Resistance Exercises
- Legs
Quadriceps
Front Barbell Squat Preparation
From a rack with barbell upper chest height, position bar on front of the
shoulders. Cross arms and place hands on top of barbell with upper arms parallel
to floor. Dismount bar from rack. Can also be performed on the Smith machine.
Execution
Descend until thighs are just past parallel. Extend knees and hips until legs
are straight. Return and repeat.
Comments
Keep head forward, back straight and feet flat on the floor; equal distribution
of weight through fore foot and heel.
Barbell Squat
Preparation
From a rack with barbell upper chest height, position bar on the back of the
shoulders and grasp barbell to sides. Dismount bar from rack. Can also be
performed on a squat machine, Smith machine, or with dumbbells.
Execution
Descend until thighs are just past parallel to floor. Extend knees and hips
until legs are straight. Return and repeat.
Comments
Keep head forward, back straight and feet flat on the floor; equal distribution
of weight throughout forefoot and heel.
Jump
Squat
Preparation
Assume the squat position on a flat surface. You need squat no further than
parallel to the ground.
Execution
Jump vertically as high as you can and land in the start position. Repeat.
Hack Squat
Preparation
Position barbell just behind legs. With feet flat on floor, squat down and grasp
barbell from behind with an overhand grip. Can also be performed on a hack squat
machine or Smith machine.
Execution
Lift bar by extending hips and knees to full extension. Descend until thighs are
close to parallel to floor. Repeat.
Comments
Throughout lift keep hips low, shoulders high, arms and back straight.
Lunge
Preparation
From a rack with barbell upper chest height, position bar on the back of the
shoulders and grasp barbell to sides. Dismount bar from rack. Can also be
performed with dumbbells.
Execution
Lunge forward with first leg. Land on heal then forefoot. Lower body by flexing
knee and hip of front leg until knee of rear leg is almost in contact with
floor. Return to original standing position by forcibly extending the hip and
knee of the forward leg. Repeat by alternating lunge with opposite leg.
Comments
Keep torso upright during lunge.
Rear Lunge
Preparation
From a rack with barbell upper chest height, position bar on the back of the
shoulders and grasp barbell to sides. Dismount bar from rack. Can also be
performed with dumbbells.
Execution
Extend one leg back on forefoot. Lower body on other leg by flexing knee and hip
of front leg until knee of rear leg is almost in contact with floor. Return to
original standing position by extending the hip and knee of the forward leg.
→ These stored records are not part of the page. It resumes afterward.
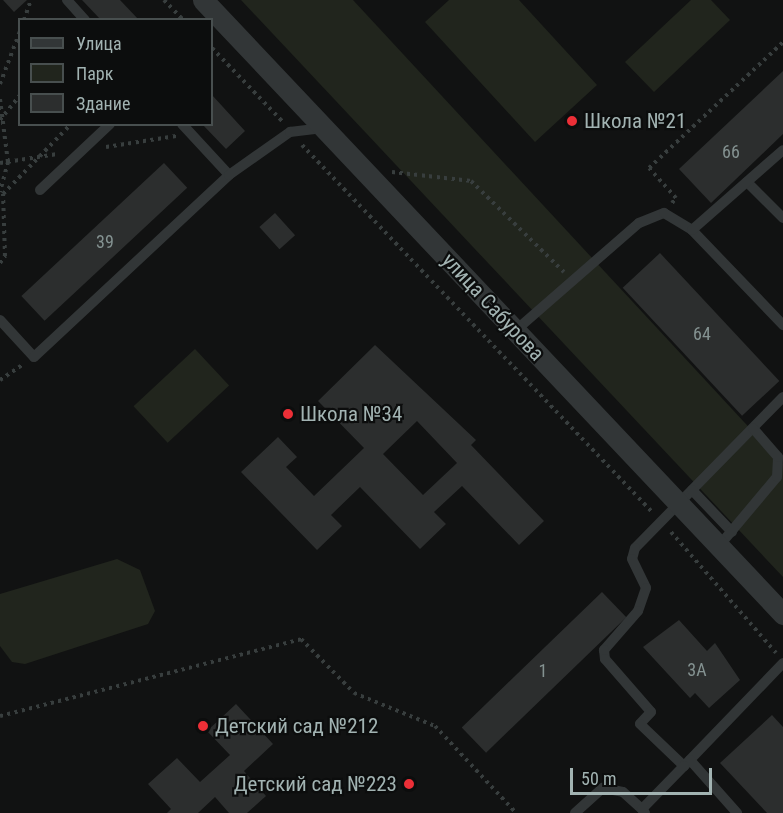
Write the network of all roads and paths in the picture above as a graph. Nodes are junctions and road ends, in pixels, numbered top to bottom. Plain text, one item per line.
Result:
1 (31, 0) edge
2 (67, 0) edge
3 (164, 0) edge
4 (203, 0) edge
5 (25, 18) edge
6 (83, 18) edge
7 (181, 18) edge
8 (18, 36) edge
9 (783, 42) edge
10 (213, 49) edge
11 (0, 84) edge
12 (18, 97) edge
13 (0, 99) edge
14 (2, 117) edge
15 (69, 126) edge
16 (108, 126) edge
17 (184, 126) edge
18 (323, 128) junction
19 (290, 132) junction
20 (781, 157) edge
21 (229, 175) junction
22 (747, 182) junction
23 (378, 186) junction
24 (40, 190) dead end
25 (2, 193) edge
26 (664, 213) junction
27 (783, 218) edge
28 (692, 230) junction
29 (0, 263) edge
30 (573, 280) junction
31 (0, 320) edge
32 (783, 325) edge
33 (515, 331) junction
34 (34, 357) junction
35 (0, 380) edge
36 (783, 397) edge
37 (753, 428) junction
38 (685, 497) junction
39 (661, 521) junction
40 (725, 539) junction
41 (783, 614) edge
42 (783, 662) edge
43 (0, 716) edge
44 (687, 763) junction
45 (644, 811) edge
46 (516, 813) edge
47 (575, 813) edge
48 (737, 813) edge

1 - 5 path
2 - 6 lane
3 - 7 path
4 - 18 street, улица Сабурова
8 - 11 path
9 - 26 path
10 - 19 path
12 - 14 path
13 - 14 path
14 - 25 path
15 - 25 path
16 - 24 lane
17 - 21 lane
18 - 19 lane
18 - 23 street, улица Сабурова
19 - 21 lane
19 - 39 path
20 - 22 lane
21 - 34 lane
22 - 27 lane
22 - 28 lane
23 - 30 path
23 - 33 street, улица Сабурова
25 - 29 path
26 - 28 lane
26 - 30 lane
28 - 32 lane
30 - 33 lane
31 - 34 lane
33 - 38 street, улица Сабурова
34 - 35 path
36 - 37 lane
37 - 38 lane
37 - 40 lane
38 - 39 lane
38 - 40 street, улица Сабурова
39 - 42 path
39 - 44 lane
40 - 41 street, улица Сабурова
42 - 44 lane
43 - 46 path
44 - 45 lane
44 - 48 lane
45 - 47 lane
Repeat by alternating lunge with opposite leg.
Comments
Keep torso upright during lunge; flexible hip flexors are important. A long
lunge emphasizes the Gluteus Maximus; a short lunge emphasizes Quadriceps.
Step-up
Preparation
Stand facing the side of a bench. Position bar on the back of the shoulders or
grasp barbell to sides.
Execution
Place foot of first leg on bench. Stand on bench by extending the hip and knee
of the first leg and place the foot of second leg on bench. Step down with
second leg by flexing the hip and knee of first leg. Return to original standing
position by placing foot of first leg to floor. Repeat first step with opposite
leg alternating first steps between legs.
Comments
Keep torso upright during exercise. Stepping a distance from the bench
emphasizes the Gluteus Maximus; stepping close to the bench emphasizes
Quadriceps.
45° Leg Press
Preparation
Sit on machine with back on padded support. Place feet on platform. Extend hips
and knees. Release dock lever and grasp handles to sides.
Execution
Lower platform by flexing hips and knees until hips are completely flexed.
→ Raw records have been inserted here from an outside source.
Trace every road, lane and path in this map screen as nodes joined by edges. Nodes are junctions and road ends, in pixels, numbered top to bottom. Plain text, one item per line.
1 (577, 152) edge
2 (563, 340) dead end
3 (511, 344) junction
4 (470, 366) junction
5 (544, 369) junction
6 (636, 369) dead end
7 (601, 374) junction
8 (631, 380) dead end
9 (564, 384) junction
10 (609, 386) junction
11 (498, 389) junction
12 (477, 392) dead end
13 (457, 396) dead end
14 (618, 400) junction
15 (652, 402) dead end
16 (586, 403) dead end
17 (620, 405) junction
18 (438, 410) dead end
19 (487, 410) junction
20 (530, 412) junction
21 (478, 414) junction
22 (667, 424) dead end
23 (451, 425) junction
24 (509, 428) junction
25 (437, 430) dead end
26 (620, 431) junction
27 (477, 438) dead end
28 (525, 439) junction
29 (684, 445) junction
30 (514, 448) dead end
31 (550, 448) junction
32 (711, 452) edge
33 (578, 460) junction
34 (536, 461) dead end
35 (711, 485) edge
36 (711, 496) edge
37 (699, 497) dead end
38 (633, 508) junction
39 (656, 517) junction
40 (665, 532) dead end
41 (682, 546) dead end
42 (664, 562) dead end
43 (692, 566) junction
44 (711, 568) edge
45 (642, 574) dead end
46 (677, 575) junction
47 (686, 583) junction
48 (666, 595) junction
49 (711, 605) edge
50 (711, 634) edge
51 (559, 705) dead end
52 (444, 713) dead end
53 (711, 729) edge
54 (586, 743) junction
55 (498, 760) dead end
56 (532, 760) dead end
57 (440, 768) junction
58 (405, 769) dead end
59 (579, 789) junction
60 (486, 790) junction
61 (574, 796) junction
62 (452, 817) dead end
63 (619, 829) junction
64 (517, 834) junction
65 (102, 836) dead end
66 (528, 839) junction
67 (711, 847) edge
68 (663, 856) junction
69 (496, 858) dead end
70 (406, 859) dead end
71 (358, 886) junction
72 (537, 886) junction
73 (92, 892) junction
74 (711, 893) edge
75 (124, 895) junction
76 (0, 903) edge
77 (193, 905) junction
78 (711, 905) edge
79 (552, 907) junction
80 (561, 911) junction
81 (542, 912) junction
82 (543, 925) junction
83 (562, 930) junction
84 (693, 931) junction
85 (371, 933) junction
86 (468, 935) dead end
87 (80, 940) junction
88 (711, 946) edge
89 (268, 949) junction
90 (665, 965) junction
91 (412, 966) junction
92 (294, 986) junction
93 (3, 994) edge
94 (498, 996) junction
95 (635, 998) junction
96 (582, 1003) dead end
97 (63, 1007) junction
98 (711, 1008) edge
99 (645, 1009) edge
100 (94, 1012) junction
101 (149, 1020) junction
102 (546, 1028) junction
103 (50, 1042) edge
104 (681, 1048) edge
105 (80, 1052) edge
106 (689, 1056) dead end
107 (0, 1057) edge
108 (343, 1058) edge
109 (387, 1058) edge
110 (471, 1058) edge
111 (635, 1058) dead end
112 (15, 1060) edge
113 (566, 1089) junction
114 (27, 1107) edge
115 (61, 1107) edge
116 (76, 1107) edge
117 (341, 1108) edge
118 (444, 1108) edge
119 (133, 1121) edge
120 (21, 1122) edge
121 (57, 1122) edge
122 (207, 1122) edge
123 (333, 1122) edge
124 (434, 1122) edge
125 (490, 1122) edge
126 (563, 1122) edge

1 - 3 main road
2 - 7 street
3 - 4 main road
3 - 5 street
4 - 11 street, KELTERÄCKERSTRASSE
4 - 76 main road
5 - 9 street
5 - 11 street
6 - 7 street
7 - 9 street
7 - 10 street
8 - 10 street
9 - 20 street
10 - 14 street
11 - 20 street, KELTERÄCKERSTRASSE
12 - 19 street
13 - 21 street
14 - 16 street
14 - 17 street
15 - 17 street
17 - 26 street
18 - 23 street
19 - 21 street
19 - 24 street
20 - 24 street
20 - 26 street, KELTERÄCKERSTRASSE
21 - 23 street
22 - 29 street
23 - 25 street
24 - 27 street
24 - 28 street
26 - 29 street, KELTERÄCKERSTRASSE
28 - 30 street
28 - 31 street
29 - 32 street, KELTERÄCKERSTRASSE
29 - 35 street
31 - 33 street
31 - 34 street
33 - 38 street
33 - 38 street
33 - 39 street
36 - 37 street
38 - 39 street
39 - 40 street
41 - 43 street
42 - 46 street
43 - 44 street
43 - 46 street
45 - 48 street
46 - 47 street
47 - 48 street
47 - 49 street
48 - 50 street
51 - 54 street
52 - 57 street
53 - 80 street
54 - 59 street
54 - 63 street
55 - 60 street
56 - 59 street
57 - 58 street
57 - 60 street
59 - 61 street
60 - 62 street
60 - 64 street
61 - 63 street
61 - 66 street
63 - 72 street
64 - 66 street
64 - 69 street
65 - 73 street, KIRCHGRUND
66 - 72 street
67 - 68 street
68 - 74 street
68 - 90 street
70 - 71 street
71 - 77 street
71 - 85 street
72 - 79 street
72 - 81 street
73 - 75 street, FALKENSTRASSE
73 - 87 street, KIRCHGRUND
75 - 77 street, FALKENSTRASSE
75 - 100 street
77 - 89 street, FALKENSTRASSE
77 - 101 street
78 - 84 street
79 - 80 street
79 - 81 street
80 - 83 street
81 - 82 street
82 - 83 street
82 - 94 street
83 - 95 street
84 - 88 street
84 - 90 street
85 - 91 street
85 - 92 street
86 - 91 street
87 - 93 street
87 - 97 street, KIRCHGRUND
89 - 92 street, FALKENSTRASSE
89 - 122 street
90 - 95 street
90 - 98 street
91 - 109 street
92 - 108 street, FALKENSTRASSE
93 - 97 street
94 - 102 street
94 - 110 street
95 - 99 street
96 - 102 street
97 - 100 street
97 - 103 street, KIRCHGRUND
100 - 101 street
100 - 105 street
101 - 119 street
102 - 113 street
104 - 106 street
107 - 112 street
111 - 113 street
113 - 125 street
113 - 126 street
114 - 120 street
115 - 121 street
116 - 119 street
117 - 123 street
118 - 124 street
Return by extending knees and hips. Repeat.
Comments
Adjust safety brace and back support to accommodate near full range of motion
without forcing hips to bend at waist.
Leg Extension
Preparation
Sit on apparatus with back against padded back support. Place front of lower leg
under padded lever. Position knee articulation at same axis as lever fulcrum.
Grasp handles to sides for support.
Execution
Move lever forward by extending knees until leg are straight. Return lever to
original position by bending knees. Repeat.
Comments
Stabilizers are used during heavy resistances to prevent body rising off of
seat.
Seated Leg Press
Preparation
Sit on machine with back on padded support. Place feet on platform. Grasp
handles to sides.
Execution
Push platform away by extending knees and hips. Return until hips are completely
flexed. Repeat.
Comments
Adjust seat and back support to accommodate near full range of motion without
forcing hips to bend at waist.
Hamstrings
Good-morning
Preparation
Position barbell on back of shoulders and grasp bar to sides.
Execution
Bend hips to lower torso forward until parallel to the floor. Raise torso until
hips are extended. Repeat.
Comments
Throughout lift keep back and knees straight
Straight-leg Deadlift
Preparation
Stand with a shoulder width or narrower stance. Grasp barbell with a shoulder
width mixed grip or slightly wider; or hold dumbbells at side.
Execution
With knees straight, lower bar by bending hips until hamstrings are tight, or
just before lower back bends. Lift the bar by extending hips until straight.
Pull shoulders back at top of lift if rounded. Repeat.
Comments
Throughout lift keep arms, knees, and back straight.
Lying Leg Curl Machine
Preparation
Facing bench, stand between bench and lever pads. Lie prone on bench with knees
just beyond edge of bench and lower legs under lever pads. Grasp handles.
Execution
Raise lever pads to back of thighs by flexing knees. Lower lever pads until
knees are straight. Repeat.
Comments
Keep torso on bench to reduce hyperextension of the lower back. Most machines
are angled at the users hip to position the hamstring in a more favorable
mechanical position.
Seated Leg Curl Machine
Preparation
Sit on apparatus with back against padded back support. Place back of lower leg
on top of padded lever. Secure lap pad against thigh just above knees. Grasp
handles on lap support.
Execution
Pull lever to back of thighs by flexing knees. Return lever until knees are
straight. Repeat.
Standing Leg Curl Machine
Preparation
Stand in machine with one or both legs against pads dependent upon design. Stand
foot of resting leg on elevated platform. Position exercising leg: lower leg
against lever pad and knee just below thigh pad. Bend over by bending hips and
grasp handles for support if available.
Execution
Pull lever up to back of thigh by flexing knee. Return lever until knee is
straight. Repeat. Continue with opposite leg.
Comments
If hips are not significantly bent, hip flexors act as antagonist stabilizers.
Thigh Adduction - Cable
Preparation
Stand in front of low pulley facing to one side. Attach cable cuff to near
ankle. Step out away from the stack with a wide stance and grasp ballet bar.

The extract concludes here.